(DATA UNDER STUDY begins)

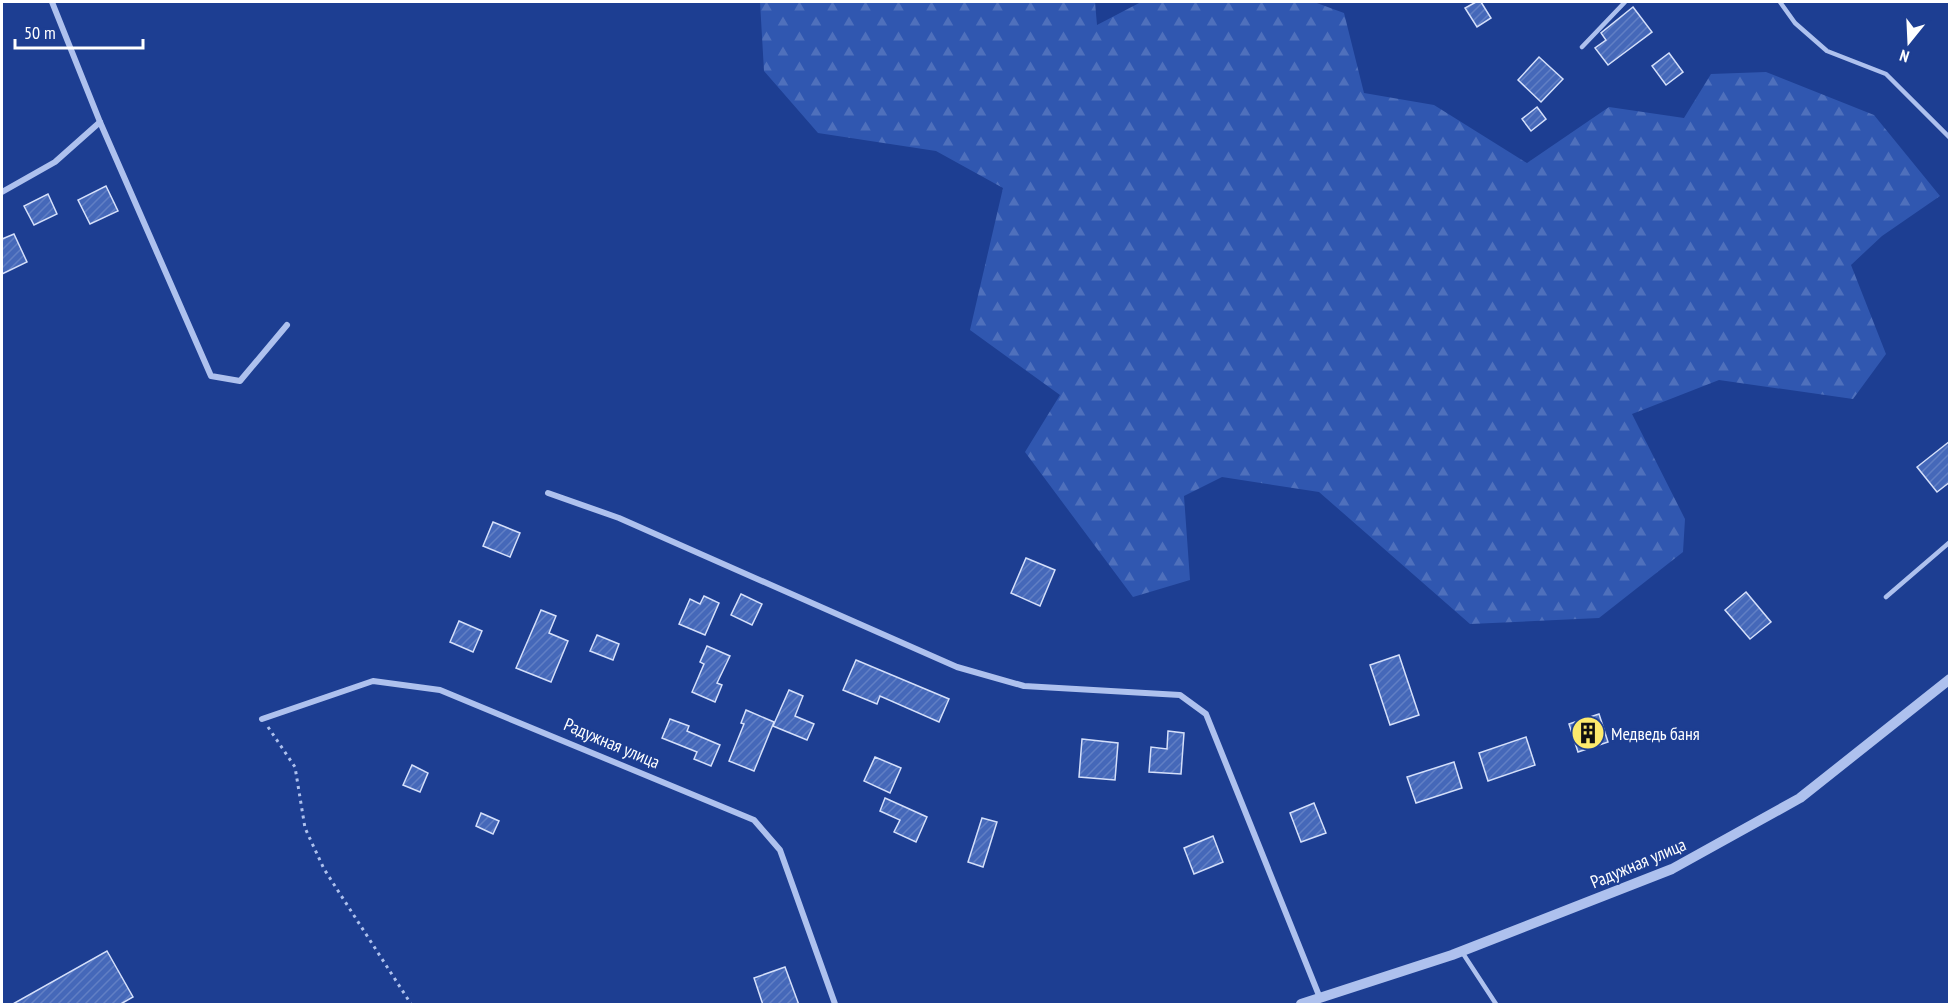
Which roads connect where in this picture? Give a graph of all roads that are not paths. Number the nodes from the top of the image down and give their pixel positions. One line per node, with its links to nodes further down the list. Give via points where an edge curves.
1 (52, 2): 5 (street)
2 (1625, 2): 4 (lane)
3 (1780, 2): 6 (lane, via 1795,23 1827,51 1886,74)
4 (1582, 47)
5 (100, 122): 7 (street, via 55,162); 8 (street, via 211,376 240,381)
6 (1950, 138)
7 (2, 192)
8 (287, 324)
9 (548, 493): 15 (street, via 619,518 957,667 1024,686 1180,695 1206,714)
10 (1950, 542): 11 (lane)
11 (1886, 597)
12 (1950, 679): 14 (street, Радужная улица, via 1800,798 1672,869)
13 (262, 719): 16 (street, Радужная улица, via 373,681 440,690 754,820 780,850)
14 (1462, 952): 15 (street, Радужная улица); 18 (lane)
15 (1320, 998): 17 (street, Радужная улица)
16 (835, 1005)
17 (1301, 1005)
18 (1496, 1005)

(DATA UNDER STUDY ends)

== INSTRUCTIONS TO FOLLOW ==
Exclude every picture and restate the listing word for word.

== FINAL ANSWER ==
Which roads connect where in this picture? Give a graph of all roads that are not paths. Number the nodes from the top of the image down and give their pixel positions. One line per node, with its links to nodes further down the list. Give via points where an edge curves.
1 (52, 2): 5 (street)
2 (1625, 2): 4 (lane)
3 (1780, 2): 6 (lane, via 1795,23 1827,51 1886,74)
4 (1582, 47)
5 (100, 122): 7 (street, via 55,162); 8 (street, via 211,376 240,381)
6 (1950, 138)
7 (2, 192)
8 (287, 324)
9 (548, 493): 15 (street, via 619,518 957,667 1024,686 1180,695 1206,714)
10 (1950, 542): 11 (lane)
11 (1886, 597)
12 (1950, 679): 14 (street, Радужная улица, via 1800,798 1672,869)
13 (262, 719): 16 (street, Радужная улица, via 373,681 440,690 754,820 780,850)
14 (1462, 952): 15 (street, Радужная улица); 18 (lane)
15 (1320, 998): 17 (street, Радужная улица)
16 (835, 1005)
17 (1301, 1005)
18 (1496, 1005)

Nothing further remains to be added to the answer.